I joined Scarlett at the window and leaned close to whisper, despite us being alone in the room and the entire team listening in. “I’m just trying to sell it.”
She scanned the bustling city—no, she was scanning the faint reflection of the room. “They have us in a meeting room with no computers, instead of an office.”
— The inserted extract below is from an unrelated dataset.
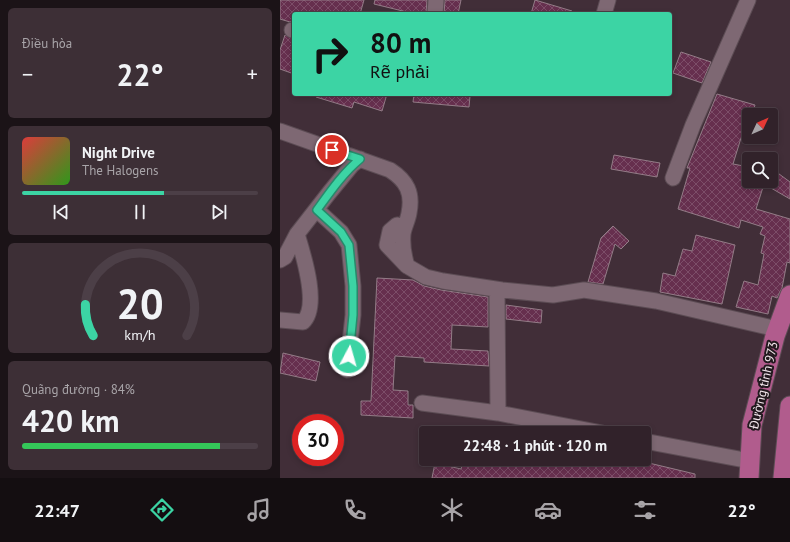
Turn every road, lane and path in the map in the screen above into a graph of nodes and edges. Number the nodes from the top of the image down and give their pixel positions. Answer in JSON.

Brie had only needed five minutes to bypass the security of their cloud-based booking software. Apparently, it wasn’t the first time she’d come up against that particular program. All it took was one quick call to the office to cancel on behalf of their noon appointment and a matching call to the man who was supposed to be coming in. That hack had been simple, but it had only provided scheduling data, which wouldn’t give us a floor plan.
Now, Scarlett had two drives—one USB and one microSD, depending on what was available—in her new handbag, and we were hunting for a computer to plug one of them into. Brie would take care of the rest.
But no computers meant no USB or SD access.
“Step one,” she murmured, “if he doesn’t bring a computer with him, convince him to.”
“Step two, distract him while we”—I placed the hand on her back again—“insert whichever tab into whichever slot.”
“Step three.” She moved closer, canting her head and batting her eyelashes at me. “Don’t throw Mr. Lucius Stone out this window.”
Brie snorted.
“Is it too late to switch my name? I was thinking maybe Maximus?”
Brie laughed again.
“Mute yourself if you’re going to keep that up, Gabrielle. And you.” She removed my hand from her back. “Behave yourself.”
“Mr. and Mrs. Stone?”
At the sound of the architect’s voice, Scarlett seamlessly moved from reproach to cover and slipped her fingers into mine. “Bruce White?”
“Pleased to meet you.” Under his arm, a notepad and the laptop we needed. “If you’d like to take a seat, we can discuss what you’re looking for.”
We walked hand-in-hand to the table, where I took every opportunity to touch her. Positioned her chair with one hand and held her arm with the other. Stroked her shoulders when she sat. Pulled back her hair from her shoulder as though I were going to kiss her cheek or neck.
A kiss would have been a bridge too far. I had the same goal as her in the end, and attempting to throw her too far off her game wouldn’t help either of us.
“There you go, muffin. Now why don’t you tell Mr. White what you’re looking for?” I pulled my phone out and addressed Bruce. “You don’t happen to have a Wi-Fi password? I have some emails to check.”
He smiled and nodded, scratching something on his notepad before tearing it off for me. “Here’s the password for our guest network.”
“Swing and a miss,” said Brie. “They won’t have anything valuable on a guest network, so it’s safer if you don’t connect.”
“Thanks.” I settled into the seat next to Eloise-Scarlett and did my part as dutifully distracted husband, scrolling absently through a deluge of fake messages and websites pre-loaded onto my phone.
The receptionist returned with our coffees, which were sadly pale and sweet-smelling. “Can I get anyone anything else?”